Pero, la paralización esperada se transformó en solidaridad; el ciclo continuó en el Teatro Tabarís. Aquella continuidad tuvo el sentido de una negación rotunda a la intimidación: si el intento era acallar, la acción colectiva eligió multiplicar la voz en otra sala, con otros cuerpos y, sobre todo, con la convicción de que la cultura debía sostenerse como herramienta de resistencia. Teatro Abierto, así, se consolidó no solo como un movimiento estético, sino como un acto de afirmación democrática y comunitaria.

Entre el abandono, la reconstrucción y la memoria: los años siguientes al atentado mostraron una trama de silencios y reaperturas parciales. El Picadero quedó mucho tiempo en el abandono físico, un esqueleto con la fachada y el viejo vestuario como testigos mudos de aquel episodio. Hubo una reapertura breve en 2001, un gesto que mostró que la semilla de la creación seguía latente, aunque la continuidad estable aún no se había logrado. Finalmente, en 2012, bajo la gestión de Sebastián Blutrach, se emprendió la reconstrucción más decidida: recuperar el edificio no solo como un recinto más, sino como un lugar que restituye su vocación original de campo escénico, actualizando su capacidad de adaptación y de recepción de diversas prácticas artísticas.

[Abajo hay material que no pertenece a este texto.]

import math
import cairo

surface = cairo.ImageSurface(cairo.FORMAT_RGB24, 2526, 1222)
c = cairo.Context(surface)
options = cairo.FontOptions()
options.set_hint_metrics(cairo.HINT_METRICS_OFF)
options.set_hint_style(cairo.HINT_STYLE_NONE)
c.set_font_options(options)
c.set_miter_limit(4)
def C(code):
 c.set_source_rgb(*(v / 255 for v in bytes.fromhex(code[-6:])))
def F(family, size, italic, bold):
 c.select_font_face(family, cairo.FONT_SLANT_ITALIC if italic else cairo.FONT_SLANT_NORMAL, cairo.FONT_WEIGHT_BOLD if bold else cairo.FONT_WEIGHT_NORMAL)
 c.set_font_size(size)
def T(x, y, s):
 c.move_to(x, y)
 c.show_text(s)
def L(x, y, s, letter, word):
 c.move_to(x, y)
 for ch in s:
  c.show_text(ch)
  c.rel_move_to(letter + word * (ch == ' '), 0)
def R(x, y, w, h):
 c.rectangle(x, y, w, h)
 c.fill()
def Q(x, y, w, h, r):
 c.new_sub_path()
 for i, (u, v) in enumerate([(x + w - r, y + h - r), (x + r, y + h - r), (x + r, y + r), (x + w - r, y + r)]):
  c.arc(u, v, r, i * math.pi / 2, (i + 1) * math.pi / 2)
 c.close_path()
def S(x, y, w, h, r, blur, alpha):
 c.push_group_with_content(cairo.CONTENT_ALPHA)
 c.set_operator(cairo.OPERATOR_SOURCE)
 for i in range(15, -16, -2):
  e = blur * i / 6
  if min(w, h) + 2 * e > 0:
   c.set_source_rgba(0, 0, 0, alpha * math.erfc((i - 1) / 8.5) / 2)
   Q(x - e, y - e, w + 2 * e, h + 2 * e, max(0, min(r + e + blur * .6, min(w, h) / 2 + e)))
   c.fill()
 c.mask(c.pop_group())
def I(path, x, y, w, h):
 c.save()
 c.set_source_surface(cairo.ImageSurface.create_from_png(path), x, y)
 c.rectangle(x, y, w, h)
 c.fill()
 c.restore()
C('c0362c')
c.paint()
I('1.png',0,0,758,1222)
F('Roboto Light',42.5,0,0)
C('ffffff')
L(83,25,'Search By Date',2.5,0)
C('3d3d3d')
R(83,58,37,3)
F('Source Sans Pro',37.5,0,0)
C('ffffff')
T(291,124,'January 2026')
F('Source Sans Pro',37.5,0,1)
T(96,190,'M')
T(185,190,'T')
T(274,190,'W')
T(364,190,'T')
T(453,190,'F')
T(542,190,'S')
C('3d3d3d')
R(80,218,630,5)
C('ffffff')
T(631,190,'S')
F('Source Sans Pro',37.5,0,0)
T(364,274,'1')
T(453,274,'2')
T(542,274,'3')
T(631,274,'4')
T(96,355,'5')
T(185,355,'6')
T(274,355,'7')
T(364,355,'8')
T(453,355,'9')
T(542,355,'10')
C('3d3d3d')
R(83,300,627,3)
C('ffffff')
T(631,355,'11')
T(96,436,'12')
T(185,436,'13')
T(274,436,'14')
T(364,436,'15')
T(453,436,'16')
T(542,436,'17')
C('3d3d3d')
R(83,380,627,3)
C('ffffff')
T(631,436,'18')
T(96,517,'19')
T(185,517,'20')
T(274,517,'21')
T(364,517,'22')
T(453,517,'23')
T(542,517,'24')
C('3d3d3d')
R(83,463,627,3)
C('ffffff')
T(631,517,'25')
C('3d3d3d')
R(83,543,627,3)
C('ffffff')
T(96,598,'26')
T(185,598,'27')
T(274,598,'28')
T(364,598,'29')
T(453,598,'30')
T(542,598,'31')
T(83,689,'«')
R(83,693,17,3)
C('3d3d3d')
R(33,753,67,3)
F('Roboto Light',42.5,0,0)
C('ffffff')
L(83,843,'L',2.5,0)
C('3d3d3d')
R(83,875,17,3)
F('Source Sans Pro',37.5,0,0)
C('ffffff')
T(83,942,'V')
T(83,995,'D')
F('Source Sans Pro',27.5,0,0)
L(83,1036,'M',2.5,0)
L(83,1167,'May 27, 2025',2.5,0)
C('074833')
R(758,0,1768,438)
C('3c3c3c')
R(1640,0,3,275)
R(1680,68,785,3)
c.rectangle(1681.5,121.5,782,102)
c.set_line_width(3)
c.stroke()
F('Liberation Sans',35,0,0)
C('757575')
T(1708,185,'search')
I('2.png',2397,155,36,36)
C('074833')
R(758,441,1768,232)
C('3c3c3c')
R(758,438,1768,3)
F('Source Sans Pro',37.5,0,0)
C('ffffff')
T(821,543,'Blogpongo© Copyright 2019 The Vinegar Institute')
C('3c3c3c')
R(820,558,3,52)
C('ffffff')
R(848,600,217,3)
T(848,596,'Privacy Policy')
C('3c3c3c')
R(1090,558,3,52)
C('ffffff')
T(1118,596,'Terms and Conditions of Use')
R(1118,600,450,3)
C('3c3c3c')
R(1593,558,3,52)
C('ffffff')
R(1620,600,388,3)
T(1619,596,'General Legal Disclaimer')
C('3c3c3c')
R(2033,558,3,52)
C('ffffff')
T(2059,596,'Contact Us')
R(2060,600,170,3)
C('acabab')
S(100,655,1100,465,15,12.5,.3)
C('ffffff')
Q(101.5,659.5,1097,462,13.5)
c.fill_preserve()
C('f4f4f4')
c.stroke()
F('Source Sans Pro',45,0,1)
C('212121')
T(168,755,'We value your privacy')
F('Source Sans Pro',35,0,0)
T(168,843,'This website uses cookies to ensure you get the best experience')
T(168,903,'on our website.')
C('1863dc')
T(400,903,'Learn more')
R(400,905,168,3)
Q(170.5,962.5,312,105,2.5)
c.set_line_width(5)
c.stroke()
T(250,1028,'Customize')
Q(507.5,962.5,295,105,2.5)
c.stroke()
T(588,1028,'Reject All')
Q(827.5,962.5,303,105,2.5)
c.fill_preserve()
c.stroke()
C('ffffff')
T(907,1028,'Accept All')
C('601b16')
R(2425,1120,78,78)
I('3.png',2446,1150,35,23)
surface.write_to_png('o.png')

Toda restauración patrimonial implica tanto conservar la memoria de lo que fue, como incorporar las huellas del daño sin negar el presente. En el caso del Picadero, recuperar su vocación de espacio flexible implicó también recuperar su historia como lugar de resistencia. Reconstruir fue devolver al barrio y a la escena porteña una sala que contuviera la historia del atentado, pero que también fuera útil a las nuevas generaciones de creadores.

Este año, a 44 años del atentado y ante el desmantelamiento del Instituto Nacional del Teatro, dispuesto por la actual gestión de gobierno, la comunidad artística volvió a congregarse en su puerta del Picadero, para celebrar que el teatro sigue en pie. La constatación de que la cultura se defiende con cuerpo, palabra y encuentro. Fragmentos de textos de resistencia interpretados por voces nuevas: Lorena Vega, Valeria Lois, Elisa Carricajo, Laura Paredes, Andrea Nussembaum, María Inés Sancerni y Mariano Sayavedra.

El cierre estuvo a cargo de Talleres Batuka, que en su performance corporal y coral tradujo la celebración en movimiento. El batucar, el latido colectivo y rítmico, funcionó como metáfora del pulso que guarda la comunidad: aunque el edificio hubiera sido herido, el latido no desapareció. Ese final de encuentro subrayó una idea elemental para comprender la escena cultural como espacio público: la cultura no es solo producción de objetos; es práctica de encuentro, de restitución permanente de lazos.

La historia del Picadero interroga sobre la responsabilidad colectiva frente a la violencia política. El ciclo Teatro Abierto es ejemplo de cómo la comunidad cultural supo organizarse para resistir la censura y el miedo. Ese movimiento demostró que la defensa de la palabra, de la representación y del teatro como espacio público puede articular acciones que exceden la producción artística individual y se transforman en señal política. El atentado, lejos de acallar, reconfiguró la energía de la escena y mostró la voluntad de sostener la cultura como práctica de libertad.

En este sentido, la conmemoración en la puerta del Picadero es, además de la celebración de que el teatro sigue abierto, una reafirmación de la persistencia de una comunidad artística que opera como tejido social. Frente a la violencia, la reacción cooperativa y la solidaridad entre espacios y artistas permitieron que no se interrumpiera la palabra pública. Frente al abandono, la voluntad de reconstruir mostró que la memoria puede activarse en proyectos concretos. Frente al intento de aniquilar la función pública del teatro, la comunidad respondió reafirmando el valor del encuentro.